Il a laissé derrière lui une lettre qui décrit les conséquences des importations de denrées alimentaires bon marché sur la Corée : la diminution de la population dans les campagnes et l'asphaltage des terres agricoles fertiles, la souffrance des paysans incapables de gagner leur vie et confrontés à la perte des terres que leurs familles cultivaient depuis des générations. Sa lettre se termine par un message prophétique :

« Mon avertissement s'adresse à tous les citoyens : les êtres humains sont en danger. Les multinationales incontrôlées et un petit nombre de gros membres de l'OMC sont à la tête d'une mondialisation indésirable, inhumaine, dégradant l'environnement, tuant les agriculteurs et antidémocratique. Il faut y mettre un terme immédiatement. Sinon, la fausse logique du néolibéralisme anéantira la diversité de l'agriculture mondiale et sera désastreuse pour tous les êtres humains. »

Aujourd'hui, l’Union nationale des fermiers (UNF) se joint à tous les membres de La Via Campesina - organisations de paysans, de fermes familiales, de travailleurs agricoles et de peuples indigènes du monde entier - pour se souvenir de M. Lee et de son message sur l'avenir de l'agriculture..

La Via Campesina a été fondée en 1996 par l’UNF et d'autres organisations agricoles, sur la base de leur opposition commune au rôle de l'OMC, qui consiste à retirer du pouvoir aux gouvernements en confiant des pouvoirs de décision essentiels aux multinationales. L'OMC et d'autres accords commerciaux renforcent le pouvoir et l'influence des sociétés agro-industrielles transnationales au détriment des moyens de subsistance des paysans et des fermes familiales, des conditions de vie et de travail des ouvriers agricoles, en sapant les droits de l'homme et les droits des paysans et des peuples indigènes, et en détruisant les marchés locaux. Les accords comprennent des mécanismes de règlement des différends entre investisseurs et États (ISDS) qui empêchent les gouvernements d'adopter de nouvelles lois et réglementations pour protéger la santé des humains et de l'environnement. Les investisseurs canadiens dans les secteurs de l'exploitation minière, du pétrole et du gaz ont initié le plus grand nombre des cas ISDS au Canada  – 70 pourcent ! Ceux-ci ciblent d’une manière disproportionnée politiques environnementales dans les pays en développement. L’avertissement que nous a laissé M. Lee est particulièrement pertinent alors que le Mexique peine actuellement à faire respecter ses la souveraineté alimentaire  les politiques environnementales des pays en développement. L'avertissement que nous a laissé M. Lee est d'autant plus pertinent que le Mexique lutte actuellement pour défendre sa souveraineté alimentaire en interdisant le maïs génétiquement modifié pour la consommation humaine.

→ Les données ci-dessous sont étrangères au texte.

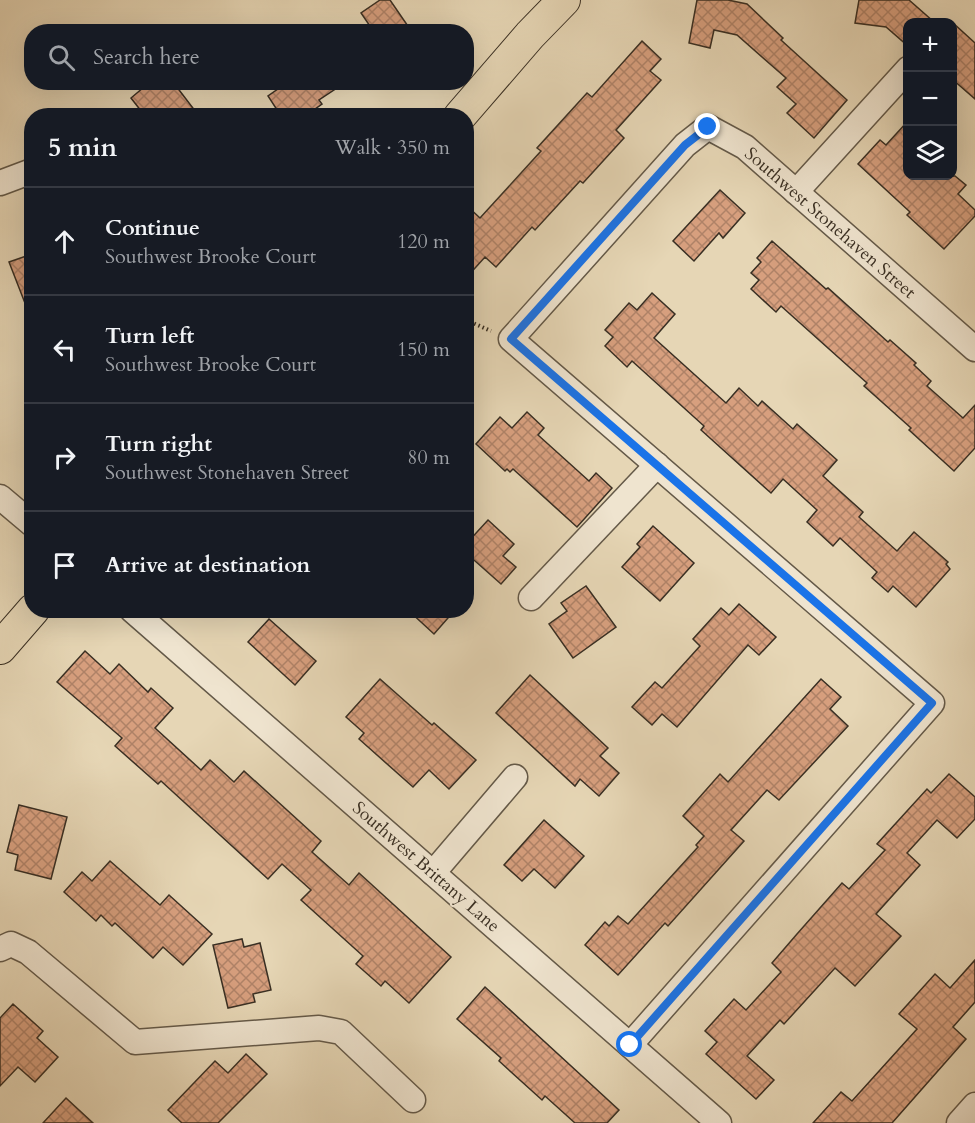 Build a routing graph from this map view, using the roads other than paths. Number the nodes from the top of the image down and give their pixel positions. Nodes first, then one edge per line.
1 (564, 0) edge
2 (905, 72) edge
3 (467, 108) edge
4 (24, 174) edge
5 (0, 183) edge
6 (796, 192) junction
7 (975, 349) edge
8 (657, 465) junction
9 (0, 497) edge
10 (24, 517) edge
11 (531, 598) dead end
12 (26, 618) edge
13 (141, 618) edge
14 (0, 648) edge
15 (515, 777) dead end
16 (433, 873) junction
17 (0, 949) edge
18 (630, 1045) junction
19 (413, 1100) dead end
20 (975, 1105) edge
21 (719, 1123) edge
22 (959, 1123) edge

1 - 3 main road
2 - 6 street
4 - 5 street
6 - 7 street, Southwest Stonehaven Street
6 - 8 street, Southwest Stonehaven Street
8 - 11 street
8 - 18 street
9 - 10 street
12 - 14 main road
13 - 16 street, Southwest Brittany Lane
15 - 16 street
16 - 18 street, Southwest Brittany Lane
17 - 19 street
18 - 21 street, Southwest Brittany Lane
20 - 22 street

En ce 10 septembre 2023, l’UNF s'unit à ses alliés de La Via Campesina pour réclamer des systèmes commerciaux internationaux justes et équitables. Aujourd'hui, plus que jamais, nous avons besoin de règles commerciales contraignantes qui placent les intérêts des personnes et de la nature au-dessus des profits, afin que nos systèmes alimentaires nationaux puissent être basés sur la souveraineté alimentaire (lien en anglais), la diversité, l'équité et promouvoir le bien-être de nos communautés rurales.